I thought M'ike D'Antoni traded for him with the assumption he was a project and would start to get some real minutes this year or next.

So is N'Ikolai T'Skitishvilli gone or what?


----------



## Dissonance (Jul 21, 2004)

Well, Skita didn't show much when he did play, and we're slim on money as it is so.


----------



## Pain5155 (May 28, 2006)

just get rid of him.


----------



## BootyKing (Apr 7, 2005)

Strange, so we are down to

Nash
Raja
Marion
Diaw
Amare

KT
Jones
Burke 

TT Maybe
House gone
Skita gone

Thats 8 players :|. Don't you need 11 or 12 to be an NBA team.


----------



## Dissonance (Jul 21, 2004)

We're looking at 2 guards, TT, and someone athletic on the perimeter. According to the new article I posted. We want to someone like that to help us in WCF.


----------



## nffl (Jun 25, 2006)

BootyKing said:


> Strange, so we are down to
> 
> Nash
> Raja
> ...



You forgot Leandro Barbosa. And House isn't officiallly gone so lets pray. Because there is no way that I want him to play beside Antoine Walker.

ALSO... I have a question. What does it mean when it says first round draft pick top 5 protected untill 2007?


----------



## Dissonance (Jul 21, 2004)

somejewishdude said:


> You forgot Leandro Barbosa. And House isn't officiallly gone so lets pray. Because there is no way that I want him to play beside Antoine Walker.
> 
> ALSO... I have a question. What does it mean when it says first round draft pick top 5 protected untill 2007?


House is gone. His agent said he's opting out. And I didn't even notice Barbosa lol.

And top 5 protected means if you if it's top 5, it's not our pick. But from Atlanta their pick to us is top 3 protected next yr.


----------



## nffl (Jun 25, 2006)

Dissonance19 said:


> House is gone. His agent said he's opting out. And I didn't even notice Barbosa lol.
> 
> And top 5 protected means if you if it's top 5, it's not our pick. But from Atlanta their pick to us is top 3 protected next yr.


So if Atlanta is top 3 next year do we just not get a pick from them ever? That just screws us.


----------



## Dissonance (Jul 21, 2004)

No, it changes from yr to yr. Lottery this yr, top 3 next yr, and unprotected in '08. It's not slam dunk that great prospects will be out next yr so, 08 may be lucky time to get it. But we could wind up with a really good player if it's between 4th- 8th pick next yr


----------



## nffl (Jun 25, 2006)

Dissonance19 said:


> No, it changes from yr to yr. Lottery this yr, top 3 next yr, and unprotected in '08. It's not slam dunk that great prospects will be out next yr so, 08 may be lucky time to get it. But we could wind up with a really good player if it's between 4th- 8th pick next yr


Man, hopefully these highschool kids stay at least two years... then we can hope Atlanta gets a high pick in '08.
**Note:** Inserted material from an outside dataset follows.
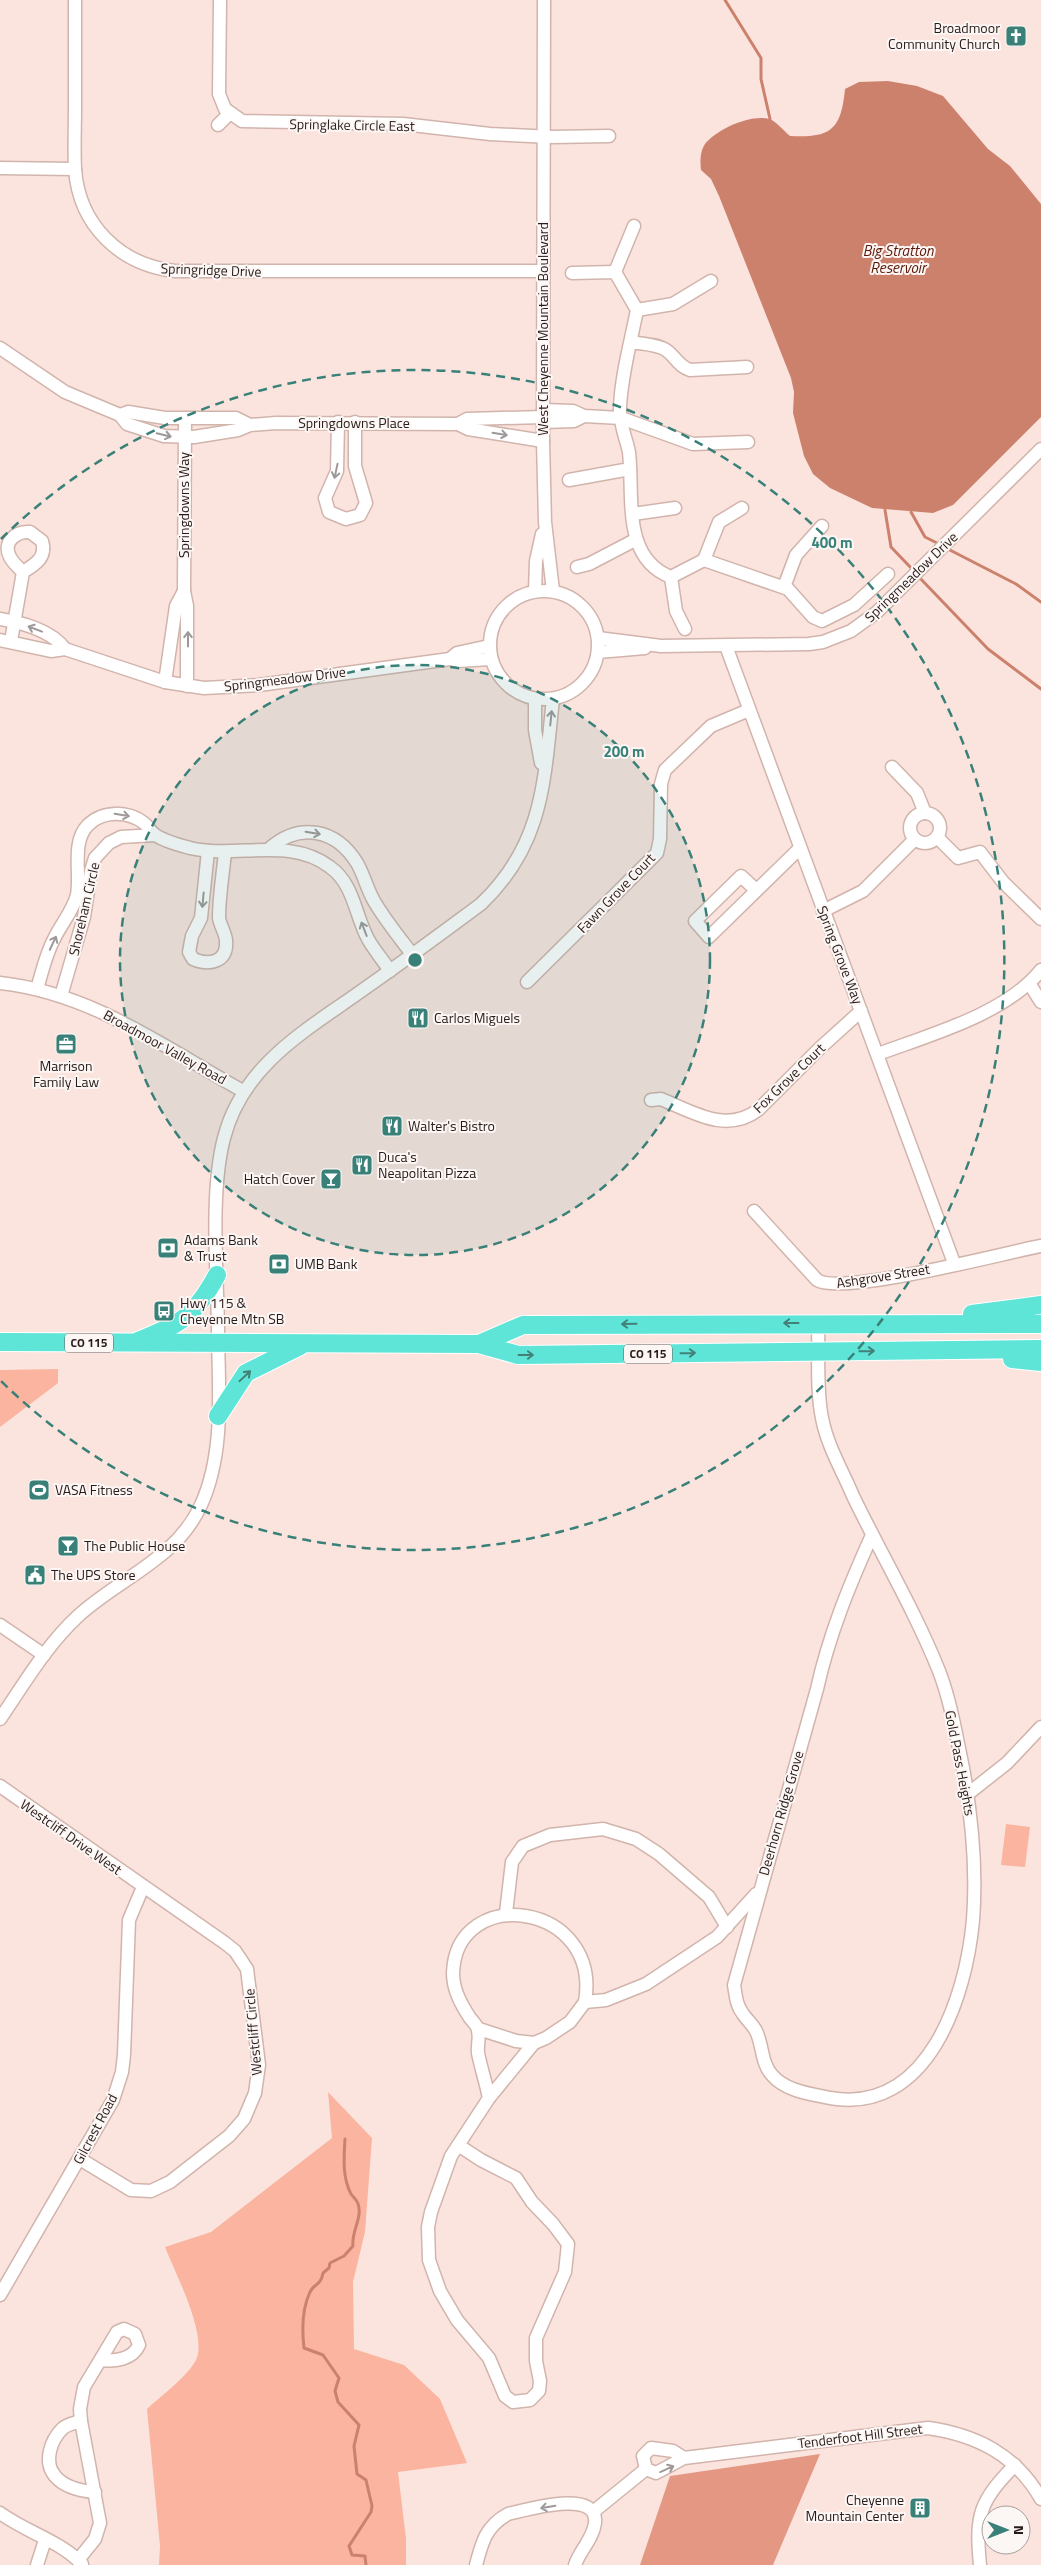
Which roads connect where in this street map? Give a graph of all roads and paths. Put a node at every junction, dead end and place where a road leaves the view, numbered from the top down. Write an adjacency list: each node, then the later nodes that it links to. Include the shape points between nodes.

Greg Oden, Kevin Durant, Chase Budinger, etc.
-best hs class ever.


----------



## Dissonance (Jul 21, 2004)

Blazers claim Tskitishvili 


> The Blazers today claimed former lottery pick Nikoloz Tskitishvili off waivers from the Phoenix Suns and expect the 7-foot forward with long-range shooting touch to play on the team's Summer League team in Las Vegas with a chance to be invited to training camp.
> 
> Tskitishvili was the fifth overall pick in the 2002 draft by the Denver Nuggets, but has struggled in the NBA, averaging 2.9 points in 11.3 minutes in 172 career games.
> 
> ...


----------



## Tiz (May 9, 2005)

somejewishdude said:


> Man, hopefully these highschool kids stay at least two years... then we can hope Atlanta gets a high pick in '08.
> 
> Greg Oden, Kevin Durant, Chase Budinger, etc.
> -best hs class ever.



The '07 draft is pretty deep so even if Atlanta ends up 4 or 5 we should get a pretty decent player. If they do get Top 3 next year we will use it in '08 and chances are Atlanta will be in the lottery again anyway.


----------



## Lukasbmw (Jul 30, 2004)

WTF?

So we trade a second round pick to look at this guy for half a season?
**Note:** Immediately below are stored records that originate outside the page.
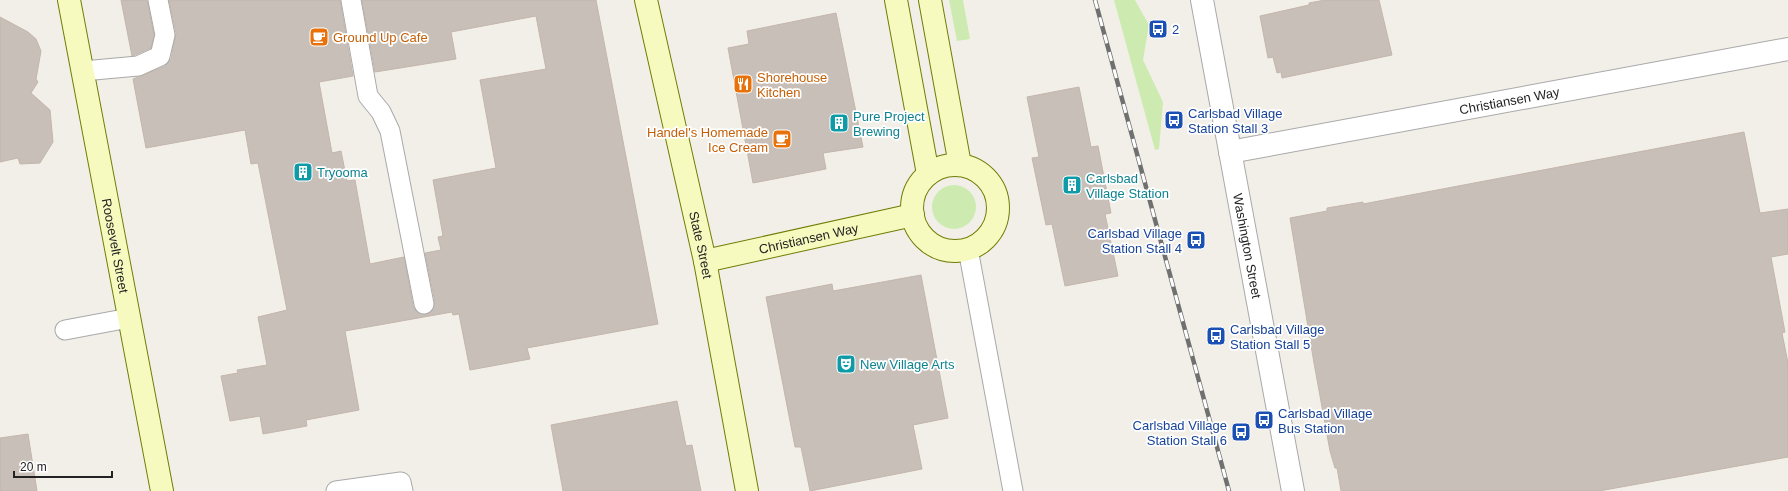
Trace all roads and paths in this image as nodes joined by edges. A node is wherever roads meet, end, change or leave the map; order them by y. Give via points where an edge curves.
1 (70, 0) edge
2 (158, 0) edge
3 (351, 0) edge
4 (646, 0) edge
5 (896, 0) edge
6 (930, 0) edge
7 (1202, 0) edge
8 (1788, 49) edge
9 (83, 72) junction
10 (1230, 152) junction
11 (960, 165) junction
12 (928, 174) junction
13 (913, 215) junction
14 (968, 249) junction
15 (705, 261) junction
16 (424, 304) dead end
17 (129, 318) junction
18 (65, 330) dead end
19 (162, 491) edge
20 (336, 491) edge
21 (402, 491) edge
22 (747, 491) edge
23 (1013, 491) edge
24 (1293, 491) edge

1 - 9 street, Roosevelt Street
2 - 9 lane via 165,35 160,56 138,66
3 - 16 lane via 368,96 381,112 390,131
4 - 15 street, State Street
5 - 12 street
6 - 11 street
7 - 10 street, Washington Street
8 - 10 street, Christiansen Way
9 - 17 street, Roosevelt Street
10 - 24 street, Washington Street
11 - 12 street via 948,165
11 - 14 street via 974,169 986,177 994,189 998,204 997,218 991,231 981,242
12 - 13 street via 915,193
13 - 14 street via 917,227 933,244 950,250
13 - 15 street, Christiansen Way
14 - 23 lane
15 - 22 street, State Street
17 - 18 lane
17 - 19 street, Roosevelt Street
20 - 21 lane via 401,482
I guess we didn't like what we saw.

Perhaps there is a reason he has been a bust so far. A lack of effort perhaps?


----------



## Seuss (Aug 19, 2005)

I can't believe he was picked #4 overral. Thats just sad.
Anytime he was on the floor it was ugly. Burke is better then him.
Burke is even more athletic then him. Portland has landed another benchwarmer.


----------



## BootyKing (Apr 7, 2005)

Yeh woops on Barbosa but still thats only 9 players. I really don't see how we are going to get another 3 players with the small amount of money sarver is allowing us to throw around, and if we want three players that can help us in the WCF then hmm. Say we sign TT for 4 mil of the MLE, would Lindsy Hunter take the veterans minimum or the Biannual exception thing. Use the trade exception on Steve Blake


----------



## southnc (Dec 15, 2005)

BootyKing said:


> Yeh woops on Barbosa but still thats only 9 players. I really don't see how we are going to get another 3 players with the small amount of money sarver is allowing us to throw around, and if we want three players that can help us in the WCF then hmm. Say we sign TT for 4 mil of the MLE, would Lindsy Hunter take the veterans minimum or the Biannual exception thing. Use the trade exception on Steve Blake


 I agree that Blake would be a huge acquisition for your team. However, with Telfair gone, it will be more difficult to get him. The Blazers still have 3 PGs - they added Dan D in the trade from Boston - but, Blake is probably the designated starter. The one advantage you might have is that Nash (former GM) foolishly signed Blake to the same stupid 2-year deal as Joel P; which means they have no bird rights to Blake after this upcoming year. So, they could lose him next year without any compensation OR trade him now and get something in return.

Your move.


----------



## BootyKing (Apr 7, 2005)

southnc said:


> I agree that Blake would be a huge acquisition for your team. However, with Telfair gone, it will be more difficult to get him. The Blazers still have 3 PGs - they added Dan D in the trade from Boston - but, Blake is probably the designated starter. The one advantage you might have is that Nash (former GM) foolishly signed Blake to the same stupid 2-year deal as Joel P; which means they have no bird rights to Blake after this upcoming year. So, they could lose him next year without any compensation OR trade him now and get something in return.
> 
> Your move.


Thanks on pointing on Dan D, that means they have 4 PG. Steve Blake, Jarret Jack, Dan D and Sergio Redriguez. We really should be having talks with Portland to acquire someone, as i think Blake or Jack are more attractive than any free agent PG's, such a Lindsy Hunter or Boby Jackson. They main free agent id love the Suns to sign is Matt Harpring, but he would have to take Veterans minimum if we re-sign TT.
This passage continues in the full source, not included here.